-- WORK TO COMPLETE --
Print every entry word for word, but omit the pictures.

-- RECORDS FOR THE TASK --
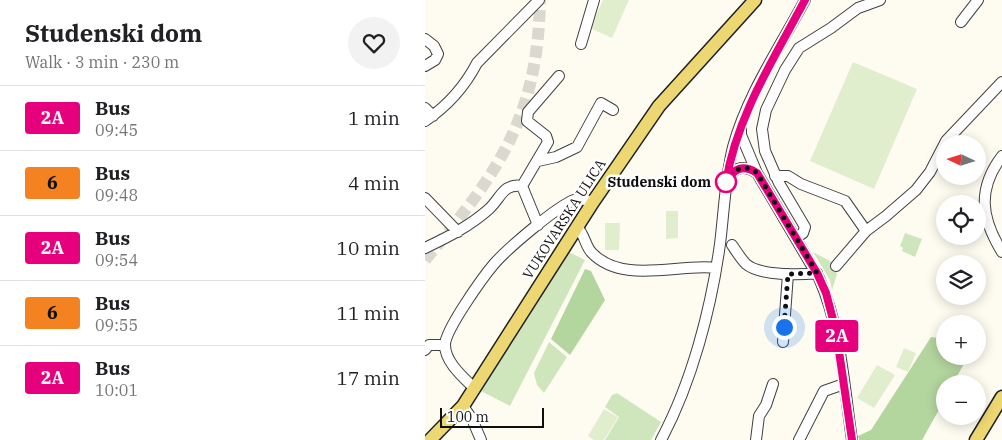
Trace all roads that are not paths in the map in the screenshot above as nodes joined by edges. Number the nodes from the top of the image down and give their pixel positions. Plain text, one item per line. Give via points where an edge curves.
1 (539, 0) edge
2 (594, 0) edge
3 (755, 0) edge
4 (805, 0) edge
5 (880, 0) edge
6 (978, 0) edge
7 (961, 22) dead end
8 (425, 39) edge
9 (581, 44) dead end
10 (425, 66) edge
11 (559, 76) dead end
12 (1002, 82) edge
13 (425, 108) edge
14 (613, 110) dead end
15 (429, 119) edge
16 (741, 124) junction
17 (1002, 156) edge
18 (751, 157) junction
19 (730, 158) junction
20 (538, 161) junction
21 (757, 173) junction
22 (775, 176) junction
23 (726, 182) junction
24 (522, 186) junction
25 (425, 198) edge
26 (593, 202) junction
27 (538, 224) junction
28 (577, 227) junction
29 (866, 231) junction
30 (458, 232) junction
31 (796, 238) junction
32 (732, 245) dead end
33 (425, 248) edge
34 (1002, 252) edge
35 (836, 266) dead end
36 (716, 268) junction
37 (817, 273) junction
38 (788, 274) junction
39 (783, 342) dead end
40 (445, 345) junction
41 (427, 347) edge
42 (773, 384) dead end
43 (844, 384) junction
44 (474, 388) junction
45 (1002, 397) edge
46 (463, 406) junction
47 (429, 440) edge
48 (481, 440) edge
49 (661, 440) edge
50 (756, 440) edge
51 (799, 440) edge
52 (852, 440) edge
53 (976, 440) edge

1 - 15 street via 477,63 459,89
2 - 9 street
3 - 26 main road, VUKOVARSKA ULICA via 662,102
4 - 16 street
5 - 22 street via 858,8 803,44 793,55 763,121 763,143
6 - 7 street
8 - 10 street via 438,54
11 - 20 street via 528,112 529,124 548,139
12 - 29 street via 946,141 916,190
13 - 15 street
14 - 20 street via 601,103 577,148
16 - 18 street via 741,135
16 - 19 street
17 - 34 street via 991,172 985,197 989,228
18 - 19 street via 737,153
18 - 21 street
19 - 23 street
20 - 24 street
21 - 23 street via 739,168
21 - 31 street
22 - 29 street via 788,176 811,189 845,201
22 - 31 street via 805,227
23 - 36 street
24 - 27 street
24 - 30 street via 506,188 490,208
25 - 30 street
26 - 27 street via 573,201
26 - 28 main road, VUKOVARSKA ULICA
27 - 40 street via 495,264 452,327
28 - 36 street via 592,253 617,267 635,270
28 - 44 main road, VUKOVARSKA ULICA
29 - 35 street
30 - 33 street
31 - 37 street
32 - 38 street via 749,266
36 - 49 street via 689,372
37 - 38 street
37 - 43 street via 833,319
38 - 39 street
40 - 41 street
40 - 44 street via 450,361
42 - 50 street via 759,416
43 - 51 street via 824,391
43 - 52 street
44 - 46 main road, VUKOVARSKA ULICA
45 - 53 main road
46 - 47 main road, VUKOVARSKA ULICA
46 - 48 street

-- ANSWER BELOW --
Trace all roads that are not paths in the map in the screenshot above as nodes joined by edges. Number the nodes from the top of the image down and give their pixel positions. Plain text, one item per line. Give via points where an edge curves.
1 (539, 0) edge
2 (594, 0) edge
3 (755, 0) edge
4 (805, 0) edge
5 (880, 0) edge
6 (978, 0) edge
7 (961, 22) dead end
8 (425, 39) edge
9 (581, 44) dead end
10 (425, 66) edge
11 (559, 76) dead end
12 (1002, 82) edge
13 (425, 108) edge
14 (613, 110) dead end
15 (429, 119) edge
16 (741, 124) junction
17 (1002, 156) edge
18 (751, 157) junction
19 (730, 158) junction
20 (538, 161) junction
21 (757, 173) junction
22 (775, 176) junction
23 (726, 182) junction
24 (522, 186) junction
25 (425, 198) edge
26 (593, 202) junction
27 (538, 224) junction
28 (577, 227) junction
29 (866, 231) junction
30 (458, 232) junction
31 (796, 238) junction
32 (732, 245) dead end
33 (425, 248) edge
34 (1002, 252) edge
35 (836, 266) dead end
36 (716, 268) junction
37 (817, 273) junction
38 (788, 274) junction
39 (783, 342) dead end
40 (445, 345) junction
41 (427, 347) edge
42 (773, 384) dead end
43 (844, 384) junction
44 (474, 388) junction
45 (1002, 397) edge
46 (463, 406) junction
47 (429, 440) edge
48 (481, 440) edge
49 (661, 440) edge
50 (756, 440) edge
51 (799, 440) edge
52 (852, 440) edge
53 (976, 440) edge

1 - 15 street via 477,63 459,89
2 - 9 street
3 - 26 main road, VUKOVARSKA ULICA via 662,102
4 - 16 street
5 - 22 street via 858,8 803,44 793,55 763,121 763,143
6 - 7 street
8 - 10 street via 438,54
11 - 20 street via 528,112 529,124 548,139
12 - 29 street via 946,141 916,190
13 - 15 street
14 - 20 street via 601,103 577,148
16 - 18 street via 741,135
16 - 19 street
17 - 34 street via 991,172 985,197 989,228
18 - 19 street via 737,153
18 - 21 street
19 - 23 street
20 - 24 street
21 - 23 street via 739,168
21 - 31 street
22 - 29 street via 788,176 811,189 845,201
22 - 31 street via 805,227
23 - 36 street
24 - 27 street
24 - 30 street via 506,188 490,208
25 - 30 street
26 - 27 street via 573,201
26 - 28 main road, VUKOVARSKA ULICA
27 - 40 street via 495,264 452,327
28 - 36 street via 592,253 617,267 635,270
28 - 44 main road, VUKOVARSKA ULICA
29 - 35 street
30 - 33 street
31 - 37 street
32 - 38 street via 749,266
36 - 49 street via 689,372
37 - 38 street
37 - 43 street via 833,319
38 - 39 street
40 - 41 street
40 - 44 street via 450,361
42 - 50 street via 759,416
43 - 51 street via 824,391
43 - 52 street
44 - 46 main road, VUKOVARSKA ULICA
45 - 53 main road
46 - 47 main road, VUKOVARSKA ULICA
46 - 48 street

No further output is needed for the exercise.